Foster care is designed to be a temporary respite for a child, yet in our society it often turns into a lifestyle and the world where a child grows up. When a child is abused or neglected he or she often can never return home. (In Illinois there are 18,,000 children in foster care and 54% never return home.) Harsh sentencing laws for nonviolent crimes also add abandonment to the equation. Due to the temporary nature of foster care, it’s not unusual for a child to rotate through more than 20 homes in his or her childhood. Group homes are an option to slow the revolving door of moves, but also introduce their own issues of lack of permanency and lack of family.
At Let it Be Us, we recruit long-term foster parents and adoptive parents through our Adoption and Foster Care Information Fairs. In partnerships with churches, libraries and school districts we’ve created home town meeting style events packed with information about how to become a foster parent and how to adopt through foster care. Experienced case workers and adoption recruiters from state and social service agencies present the facts as well as the children in their care who are in need of foster and adoptive parents. We’re breaking down the barriers to adoption from foster care so that these children can live in families that will support and guide them throughout their lives. One statistic we know is the most compelling reason why this program is important, and that is for every moment a child waits in foster care, the less likely he or she is to be adopted.

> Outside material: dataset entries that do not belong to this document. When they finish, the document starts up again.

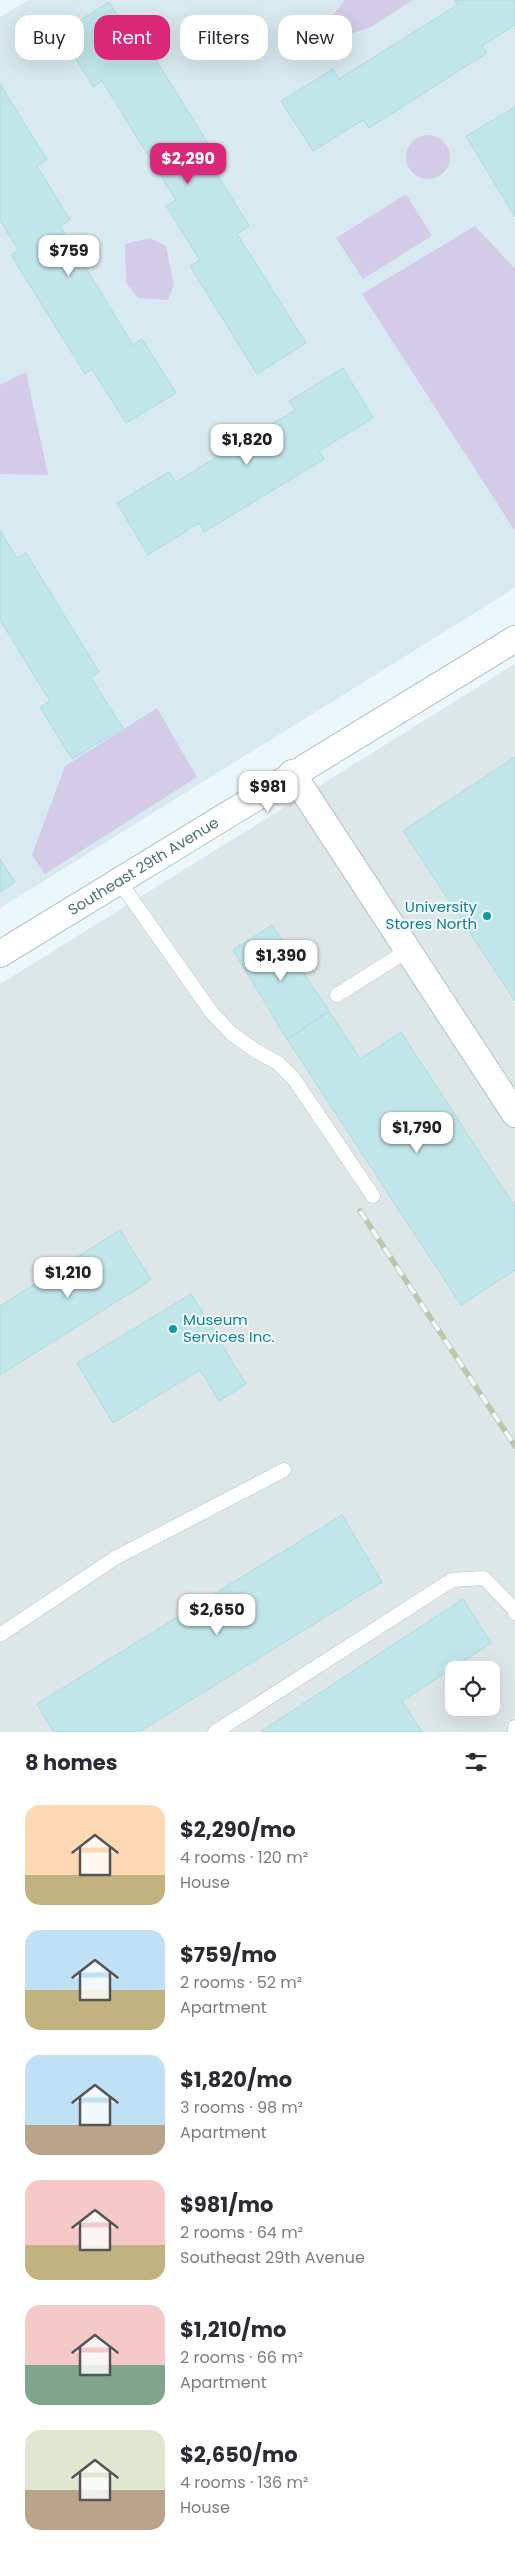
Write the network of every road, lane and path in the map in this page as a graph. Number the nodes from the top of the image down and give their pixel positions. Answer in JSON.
{"nodes":[{"id":1,"x":515,"y":638,"type":"edge"},
{"id":2,"x":292,"y":774,"type":"junction"},
{"id":3,"x":119,"y":882,"type":"junction"},
{"id":4,"x":408,"y":950,"type":"junction"},
{"id":5,"x":0,"y":954,"type":"edge"},
{"id":6,"x":337,"y":995,"type":"dead end"},
{"id":7,"x":515,"y":1114,"type":"edge"},
{"id":8,"x":373,"y":1196,"type":"dead end"},
{"id":9,"x":284,"y":1470,"type":"dead end"},
{"id":10,"x":515,"y":1613,"type":"edge"},
{"id":11,"x":0,"y":1635,"type":"edge"},
{"id":12,"x":515,"y":1727,"type":"edge"},
{"id":13,"x":215,"y":1732,"type":"edge"},
{"id":14,"x":514,"y":1732,"type":"edge"}],
"edges":[{"from":1,"to":2,"type":"street","name":"Southeast 29th Avenue"},
{"from":2,"to":3,"type":"street","name":"Southeast 29th Avenue"},
{"from":2,"to":4,"type":"street"},
{"from":3,"to":5,"type":"street","name":"Southeast 29th Avenue"},
{"from":3,"to":8,"type":"lane"},
{"from":4,"to":6,"type":"lane"},
{"from":4,"to":7,"type":"street"},
{"from":9,"to":11,"type":"lane"},
{"from":10,"to":13,"type":"lane"},
{"from":12,"to":14,"type":"lane"}]}
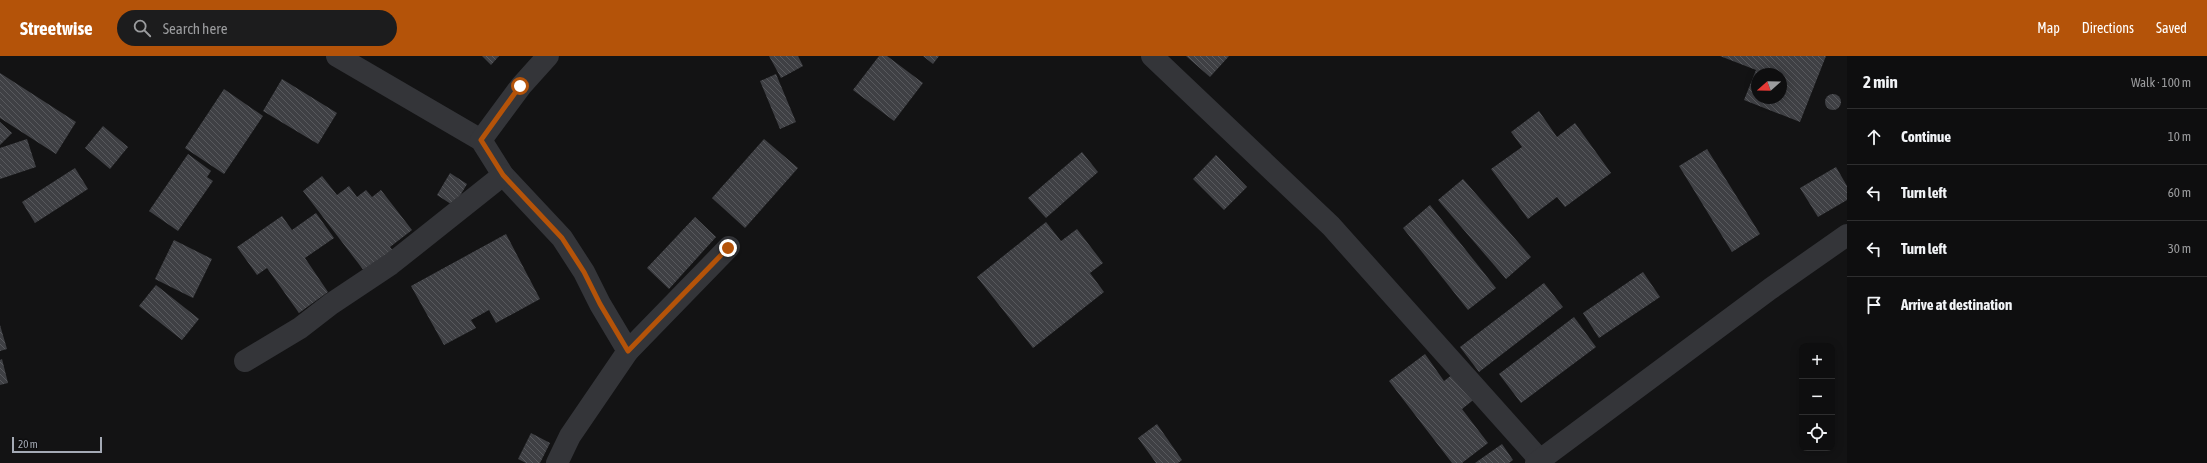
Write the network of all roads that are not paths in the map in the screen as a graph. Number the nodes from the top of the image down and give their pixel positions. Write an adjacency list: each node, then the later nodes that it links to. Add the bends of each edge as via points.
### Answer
1 (338, 56): 4 (street)
2 (548, 56): 4 (street, via 520,86)
3 (1152, 56): 10 (street, via 1331,226)
4 (481, 140): 5 (street)
5 (503, 175): 8 (street, via 562,238); 9 (street, via 391,264 300,328)
6 (1847, 235): 10 (street)
7 (728, 248): 8 (street)
8 (628, 351): 11 (street, via 570,436)
9 (245, 361)
10 (1538, 461)
11 (557, 463)

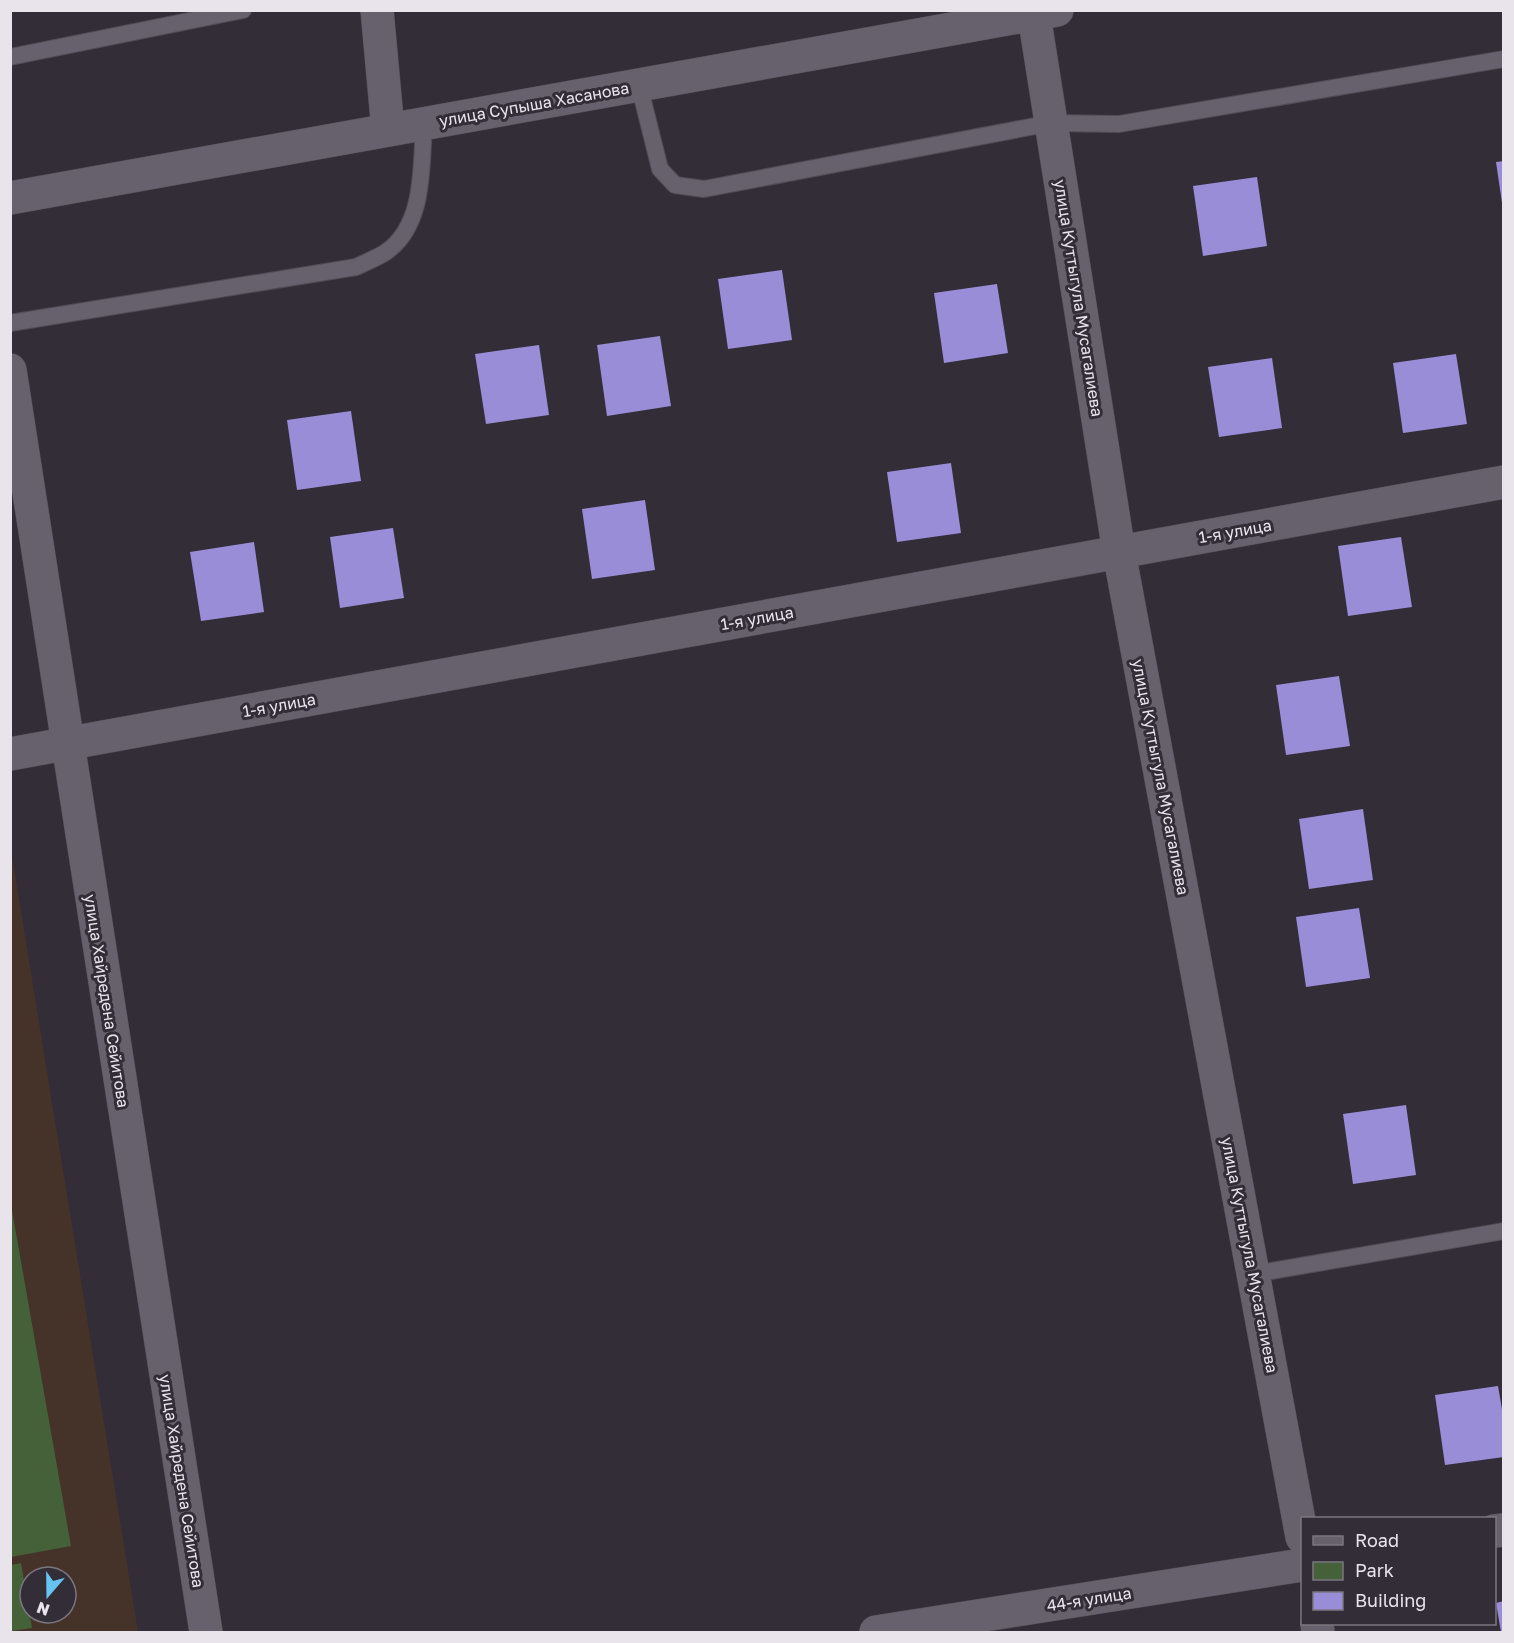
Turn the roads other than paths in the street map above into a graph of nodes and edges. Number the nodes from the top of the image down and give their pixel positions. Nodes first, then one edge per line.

The History Of Foster Care in the U.S.
In the United States, foster care started as a result of the efforts of Charles Loring Brace. “In the mid 19th Century, some 30,000 homeless or neglected children lived in the New York City streets and slums.” Brace took these children off the streets and placed them with families in most states in the country. Brace believed the children would do best with a Christian farm family. He did this to save them from “a lifetime of suffering”  He sent these children to families by train, which gave the name The Orphan Train Movement. This lasted from 1853 to the early 1890’s [1929?] and transported more than 120,000 [250,000?] children to new lives.” When Brace died in 1890, his sons took over his work of the Children’s Aid Society until they retired.
The Children’s Aid Society created “a foster care approach that became the basis for the federal Adoption and Safe Families Act of 1997” called Concurrent Planning. This greatly impacted the foster care system. Children’s Aid works with the biological and foster parents to “achieve permanency”.“From the mid-1800’s to the eve of the Great Depression, orphan train children were placed with families who pre-selected them with an order form, specifying age, gender, hair and eye color. In other cases, trainloads of children were assembled on stages, train platforms or town halls and examined by prospective parents. “Conjuring the image of picking the best apple from the bin. Sometimes a child would be separated from his or her brothers and sisters, or would end up in a family that only wanted them to work. Most of the time the children were chosen by a loving or childless family”.